Semanas se passaram quando ela recebeu, numa manhã de sábado, a
visita de Ideia. Ele trazia uma sacola.
— Já disse, seu Ideia, que não quero mais vender drogas aqui. Quem
lidava com isso era o Vermelho e agora não quero mais.
— Dona Sara, estou aqui por outro motivo.
— ...
— As pessoas acham que nós, marginais, somos todos pessoas más. Mas
não somos. E não queremos matar ninguém...
— Mas as drogas matam e vocês vendem drogas...
— Sim, mas nós não damos drogas. Nós vendemos. E não obrigamos
ninguém a comprar ou a consumir. Nós mantemos um produto no mercado,
como cerveja ou cigarros. Ou bacon. Quer dizer: muita coisa faz mal, mas as
pessoas compram porque querem.
— ...
— Só queremos a possibilidade de manter o produto no mercado. Como
quem vende cigarros, bebida ou bacon.
— ...
— O plano do seu marido com o pastor era bom, mas fugia um pouco da
nossa, como direi?, da nossa ideologia.
— ...
— É: nós vendemos um produto e esperamos que esse produto satisfaça
as expectativas do nosso consumidor. Não gostamos da ideia de esconder
nosso produto, enganar o consumidor. Não me agrada saber que o
hambúrguer do McDonald’s tenha farinha de minhoca ou que a Coca-Cola
tenha cocaína na fórmula. Isso parece estelionato, pra mim.
— ...
— Assim, não gostei da cocaína na água que Fraguinha criou. Mas estava
dando um lucro alto, não podia perder a mamata. Vive mos num mundo
capitalista. E não tinha riscos pra gente, o que era muito bom.
— Agora acabou, né?
— Mais ou menos. Pessoas que tomaram a água ficaram bem animadas
com o resultado. E muitas delas viraram consumidoras dos nossos
produtos. Estamos até pensando nuns flaconetes especiais, com uma cruz,
sabe? Cocaína Jesus, algo assim.
Ideia riu. Era uma brincadeira, mas não uma má ideia.
— De qualquer maneira, as últimas operações com Fraguinha e a igreja,
comandadas por Vermelho, deram um resultado excepcional. E eu enganei
seu marido...
— Vermelho era meu sócio. E meu amigo.
— Seu sócio e amigo... Na última conversa que tivemos, eu peguei
quinhentos mil reais com ele. Fiz mais de dois milhões com aqueles
quinhentos mil. E vim trazer a comissão dele.
— Quê?
— Dentro desta sacola tem duzentos mil reais. E são seus. Você não era
sócia dele?
Sara não podia acreditar. Aquele dinheiro era o suficiente para ela viver
sua vida. Ela podia vender o Recanto e entrar com um novo pedido na
Justiça: talvez até conseguisse seu filho.
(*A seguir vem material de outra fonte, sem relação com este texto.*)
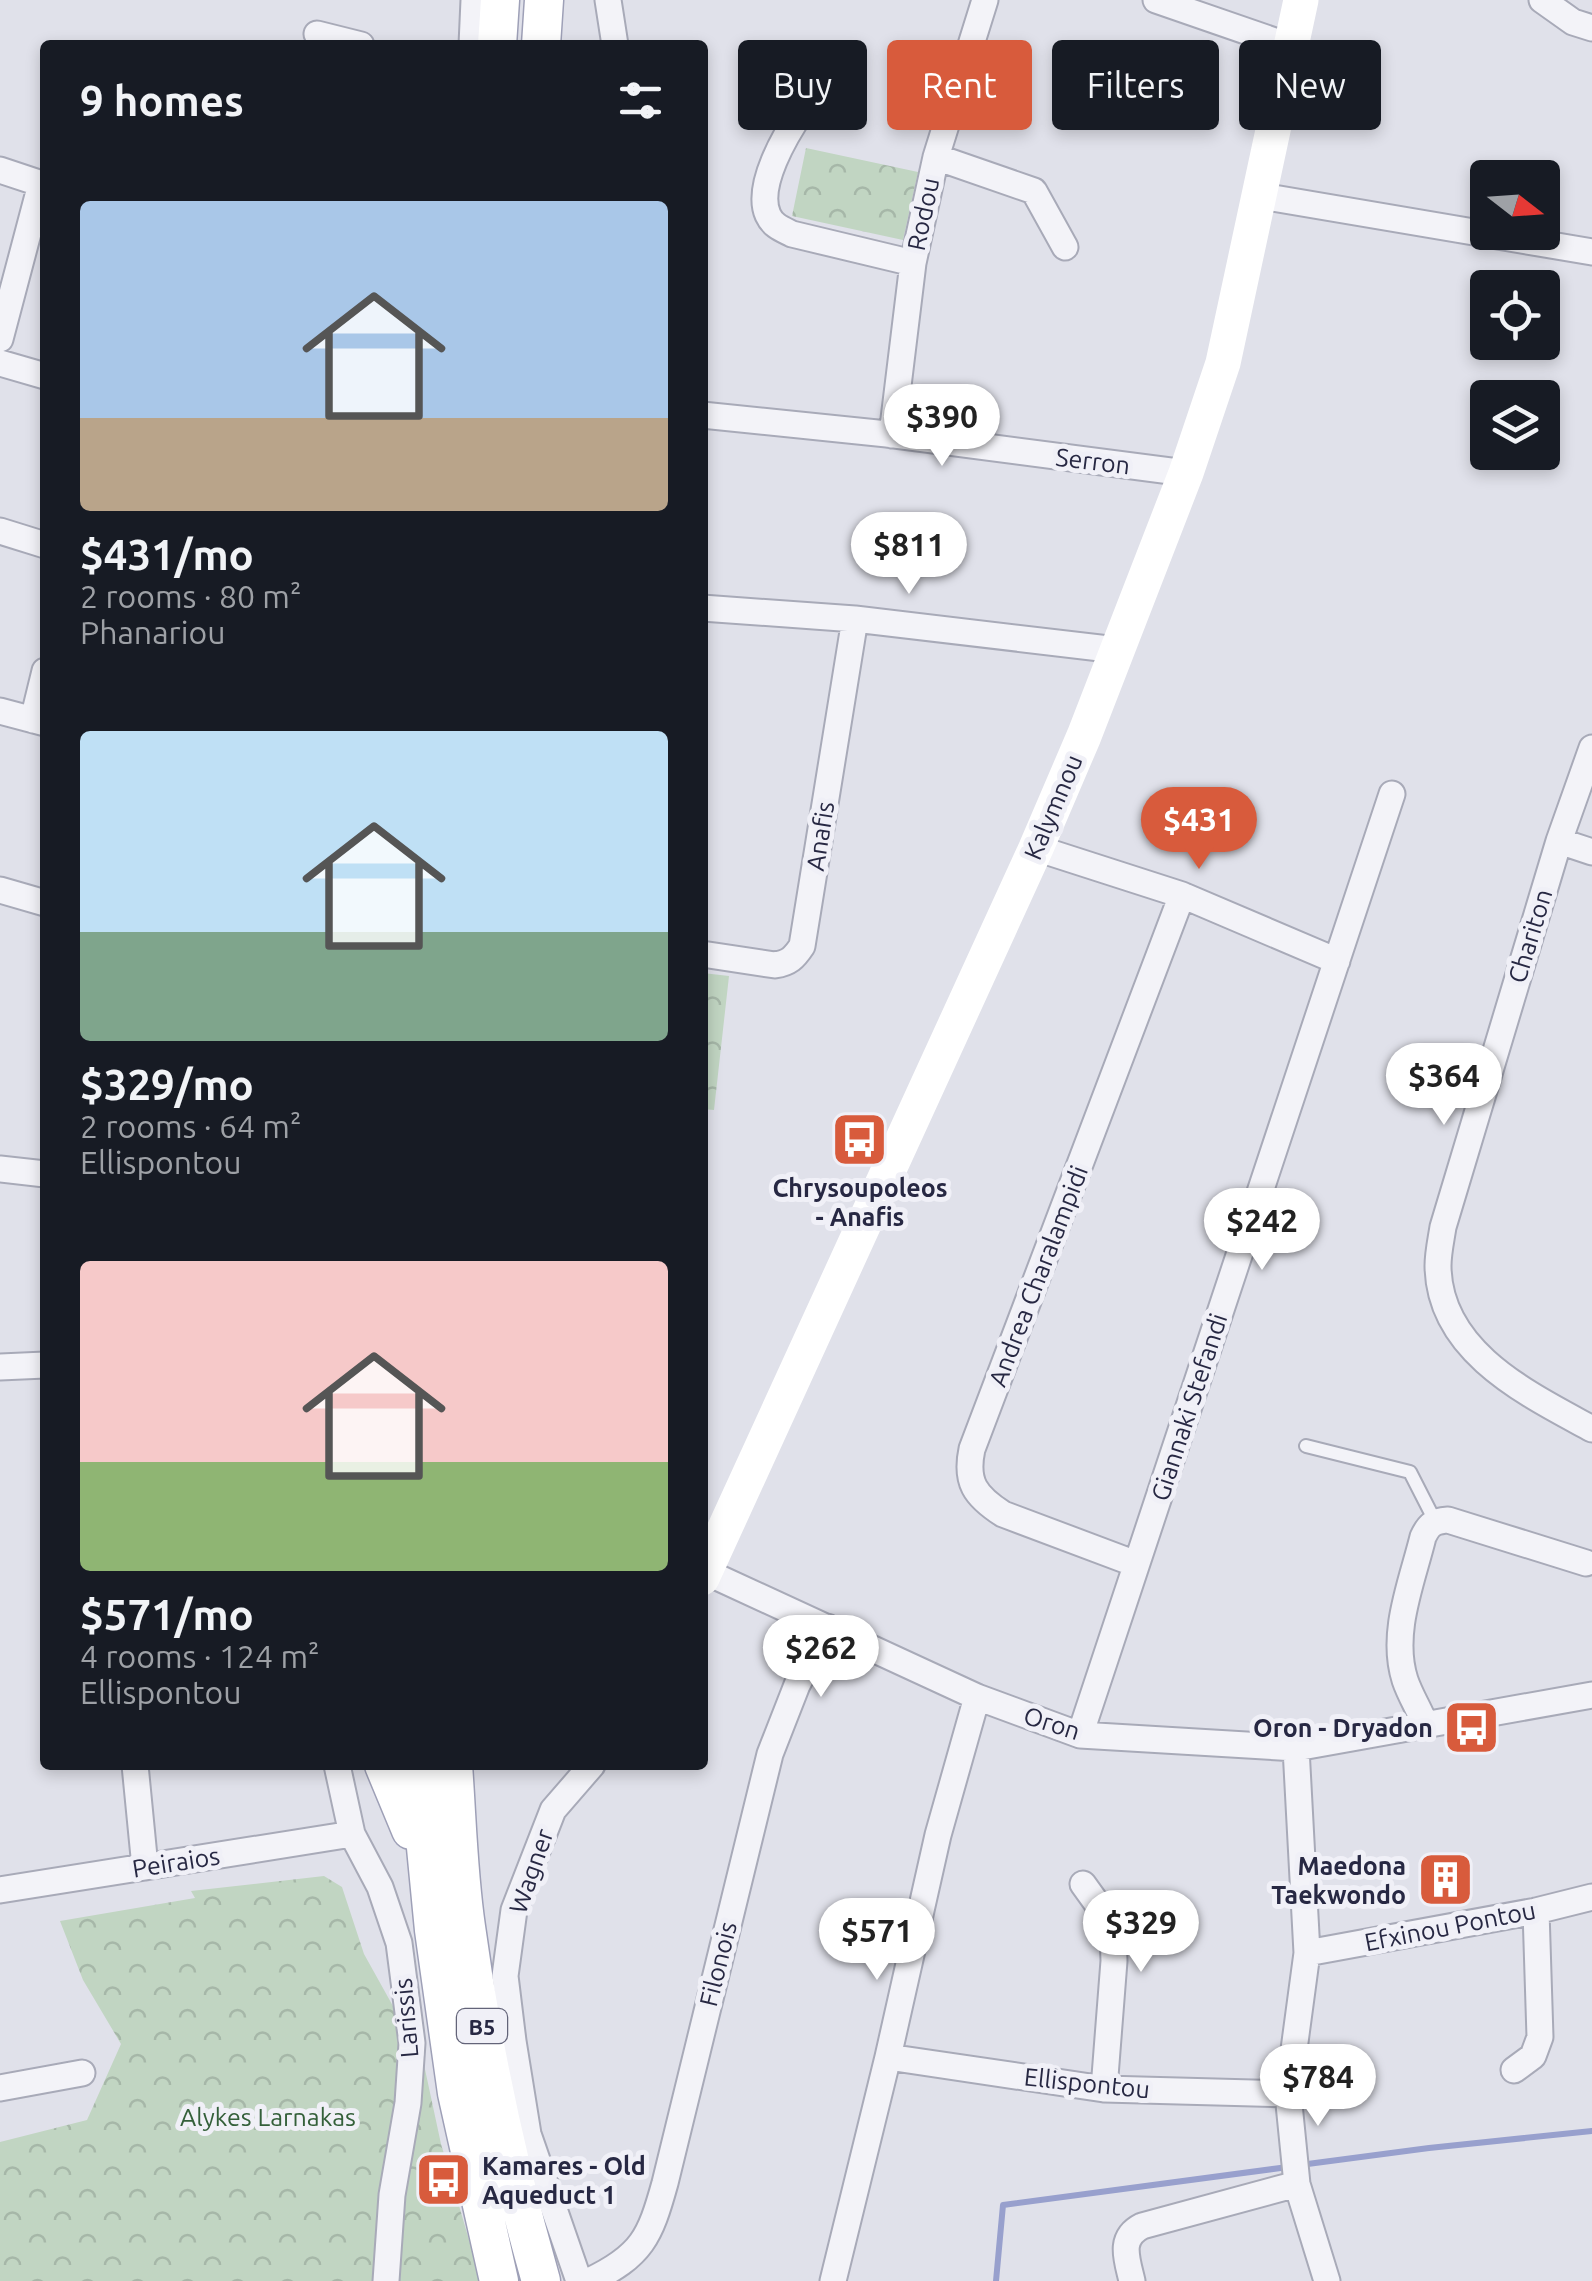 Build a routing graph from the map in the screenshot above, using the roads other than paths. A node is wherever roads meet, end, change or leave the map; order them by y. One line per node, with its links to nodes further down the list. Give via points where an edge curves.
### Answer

— Nem todos os marginais são pessoas más, há gente leal, dona Sara. E
justa! Eu podia ficar com esse dinheiro, mas não iria me sentir bem... Aqui
está ele: é da senhora. Eu sou uma pessoa má?
Olharam-se nos olhos, Sara não acreditava no que estava ouvindo.
— Você... o senhor... é... um... santo!
— Não, dona Sara. Somos pessoas normais, pessoas como todas
deveriam ser.
— Eu... eu não tenho como agradecer!
— Não precisa. Acenda uma vela para o seu marido. Desculpe, sócio e
amigo.
E Ideia partiu, com a consciência leve, deixando o dinheiro para Sara. No
jukebox do puteiro tocava uma música do Odair José.